Three rings of instability, each with less room for German influence than the last. If one wanted to express the challenge facing German foreign policy in the summer of 2017 with a single word, it would be “stabilization.” That means a break with the current era, the era of post-Berlin Wall, EU expansion, NATO extension, color revolutions, green movement in Iran, and Arab revolts elsewhere. It may once have seemed like a movement toward open, liberal societies was inevitable – but that era is over, and with it the European policy of association and expansion, which reached its end in the division of Ukraine and the rejection of Turkey. The arc of history that had seemed to bent irrevocably toward freedom was nothing but a beautiful illusion.

Expanding Options

That is a setback, but also a chance – an opportunity to rethink circumstances. And Germany has new tools to bring to bear: Over the past few years, it has gained significant influence and expanded its palette of options commensurately, exercising its new capacities in the bailout programs for its struggling neighbors, in sanctions to limit Russian aggression, and in the once-taboo delivery of weapons to conflict areas (particularly the Kurds in Iraq).

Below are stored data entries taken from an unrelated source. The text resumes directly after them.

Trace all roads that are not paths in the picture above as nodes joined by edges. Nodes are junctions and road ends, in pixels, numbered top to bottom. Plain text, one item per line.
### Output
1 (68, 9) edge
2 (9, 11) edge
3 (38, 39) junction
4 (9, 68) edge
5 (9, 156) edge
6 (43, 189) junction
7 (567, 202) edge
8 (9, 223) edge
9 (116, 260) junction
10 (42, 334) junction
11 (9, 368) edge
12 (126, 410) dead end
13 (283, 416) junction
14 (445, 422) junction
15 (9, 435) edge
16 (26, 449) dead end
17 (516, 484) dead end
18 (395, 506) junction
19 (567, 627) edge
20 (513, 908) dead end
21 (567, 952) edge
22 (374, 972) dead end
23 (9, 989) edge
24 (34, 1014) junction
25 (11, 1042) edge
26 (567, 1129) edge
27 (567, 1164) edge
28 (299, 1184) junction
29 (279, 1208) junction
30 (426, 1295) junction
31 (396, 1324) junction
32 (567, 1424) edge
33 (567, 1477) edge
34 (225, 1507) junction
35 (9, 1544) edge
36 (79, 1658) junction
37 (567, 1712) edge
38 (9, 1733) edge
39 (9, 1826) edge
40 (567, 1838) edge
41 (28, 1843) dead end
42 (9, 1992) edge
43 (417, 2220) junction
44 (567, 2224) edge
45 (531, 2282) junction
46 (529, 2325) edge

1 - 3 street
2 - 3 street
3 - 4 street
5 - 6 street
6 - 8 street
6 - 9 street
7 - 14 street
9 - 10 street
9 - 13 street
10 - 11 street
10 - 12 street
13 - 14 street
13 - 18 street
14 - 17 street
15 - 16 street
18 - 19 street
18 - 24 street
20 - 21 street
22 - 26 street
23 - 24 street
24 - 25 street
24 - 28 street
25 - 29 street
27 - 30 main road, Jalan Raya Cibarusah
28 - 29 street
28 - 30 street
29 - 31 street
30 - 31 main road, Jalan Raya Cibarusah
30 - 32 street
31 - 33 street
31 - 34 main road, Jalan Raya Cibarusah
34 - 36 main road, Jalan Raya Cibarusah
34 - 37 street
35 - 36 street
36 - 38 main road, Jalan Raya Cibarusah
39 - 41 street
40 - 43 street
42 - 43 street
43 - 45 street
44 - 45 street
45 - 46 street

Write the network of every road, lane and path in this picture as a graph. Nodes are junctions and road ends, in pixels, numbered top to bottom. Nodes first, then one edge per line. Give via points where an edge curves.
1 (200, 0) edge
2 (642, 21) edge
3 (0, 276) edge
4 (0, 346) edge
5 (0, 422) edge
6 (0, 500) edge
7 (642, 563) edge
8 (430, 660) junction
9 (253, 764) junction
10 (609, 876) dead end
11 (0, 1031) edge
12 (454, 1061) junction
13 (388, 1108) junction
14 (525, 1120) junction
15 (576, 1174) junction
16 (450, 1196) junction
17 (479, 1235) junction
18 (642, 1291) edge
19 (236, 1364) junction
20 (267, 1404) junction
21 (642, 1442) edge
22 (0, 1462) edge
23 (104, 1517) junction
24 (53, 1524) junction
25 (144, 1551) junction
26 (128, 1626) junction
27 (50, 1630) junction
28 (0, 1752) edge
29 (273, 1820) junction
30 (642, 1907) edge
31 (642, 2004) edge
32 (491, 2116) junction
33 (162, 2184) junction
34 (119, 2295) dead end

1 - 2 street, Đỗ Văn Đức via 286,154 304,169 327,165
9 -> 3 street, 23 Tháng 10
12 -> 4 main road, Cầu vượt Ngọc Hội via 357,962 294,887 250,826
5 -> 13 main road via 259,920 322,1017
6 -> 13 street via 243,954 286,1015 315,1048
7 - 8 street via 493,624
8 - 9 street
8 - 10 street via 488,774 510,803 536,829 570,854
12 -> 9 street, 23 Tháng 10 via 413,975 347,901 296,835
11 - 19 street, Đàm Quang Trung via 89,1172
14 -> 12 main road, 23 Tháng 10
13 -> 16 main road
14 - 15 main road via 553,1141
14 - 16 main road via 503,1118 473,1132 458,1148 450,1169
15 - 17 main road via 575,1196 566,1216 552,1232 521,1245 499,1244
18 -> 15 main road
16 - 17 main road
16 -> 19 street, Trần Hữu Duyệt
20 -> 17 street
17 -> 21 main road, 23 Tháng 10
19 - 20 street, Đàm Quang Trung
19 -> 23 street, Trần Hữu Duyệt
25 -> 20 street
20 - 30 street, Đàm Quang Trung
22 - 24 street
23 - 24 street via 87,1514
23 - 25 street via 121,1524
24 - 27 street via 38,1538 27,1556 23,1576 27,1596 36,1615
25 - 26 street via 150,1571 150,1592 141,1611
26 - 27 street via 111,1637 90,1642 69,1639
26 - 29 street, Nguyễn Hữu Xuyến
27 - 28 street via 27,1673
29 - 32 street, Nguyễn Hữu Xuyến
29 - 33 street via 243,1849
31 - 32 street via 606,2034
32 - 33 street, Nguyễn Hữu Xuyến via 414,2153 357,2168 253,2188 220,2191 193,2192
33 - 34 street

Whatever one may think of each of these steps individually, together they represent a significant shift. In January 2014 then-President Joachim Gauck encouraged Germany to take on “more responsibility for the international order” at the Munich Security Conference. Horst Köhler, president from 2004-10, had explained nothing less in an interview he gave in May 2010, which led to his stepping down: “A country oriented toward international trade,” he said, “must sometimes be willing to secure its interests including free trade and regional stability with military means if necessary.” He had surely believed that German society, by and large, was ready to defend an order that is in its own vital interest. He was wrong back then:  He, who had done more than any previous German president to increase German engagement in Africa, was denounced as a warmonger. Shortly after that interview, he left office deeply embittered by the aggressive attacks against him.

How things have changed. Today it is commonly accepted that Germany must do more to preserve the international order from which it profits so much, and not only through “paying more and shooting more” (as Gauck put it). Thanks to Brexit and Trump, it has become painfully clear that today, as pathetic as it may be, a rapidly disintegrating West is dependent on Germany’s willingness to assert itself.

But that being said, a vague consensus is not a strategy. An incomplete list of Germany’s foreign policy priorities could begin with supporting France as an equal partner, managing Brexit without attempting to punish the United Kingdom, limiting the damage Trump can do to the West, decisively warding off Russian aggression, keeping Turkey aligned with Europe, and reducing the “pull factors” drawing people from Africa to Europe through a mix of development assistance, managed immigration, and effective border control.

German foreign policy will have to accomplish things that at first glance seem to be mutually exclusive. For example, Germany will have to be much more generous with money for (and in) Europe, while simultaneously combating the blurring of liberal norms in Eastern European member states. It will have to create more opportunities for Africans to come to Europe legally, while at the same time protecting the EU’s external borders better. It must take a clearer position against the authoritarian turn in Ankara, while pursuing an active Turkey policy (and one without illusions about Turkey’s joining the EU immediately after Recep Tayyip Erdoğan leaves office).

Germany will not be able to reach any of these goals alone, even if it is now Europe’s “indispensable nation.” German foreign policy has been presented with challenges it will have a difficult time meeting – striking a new balance between firmness and generosity.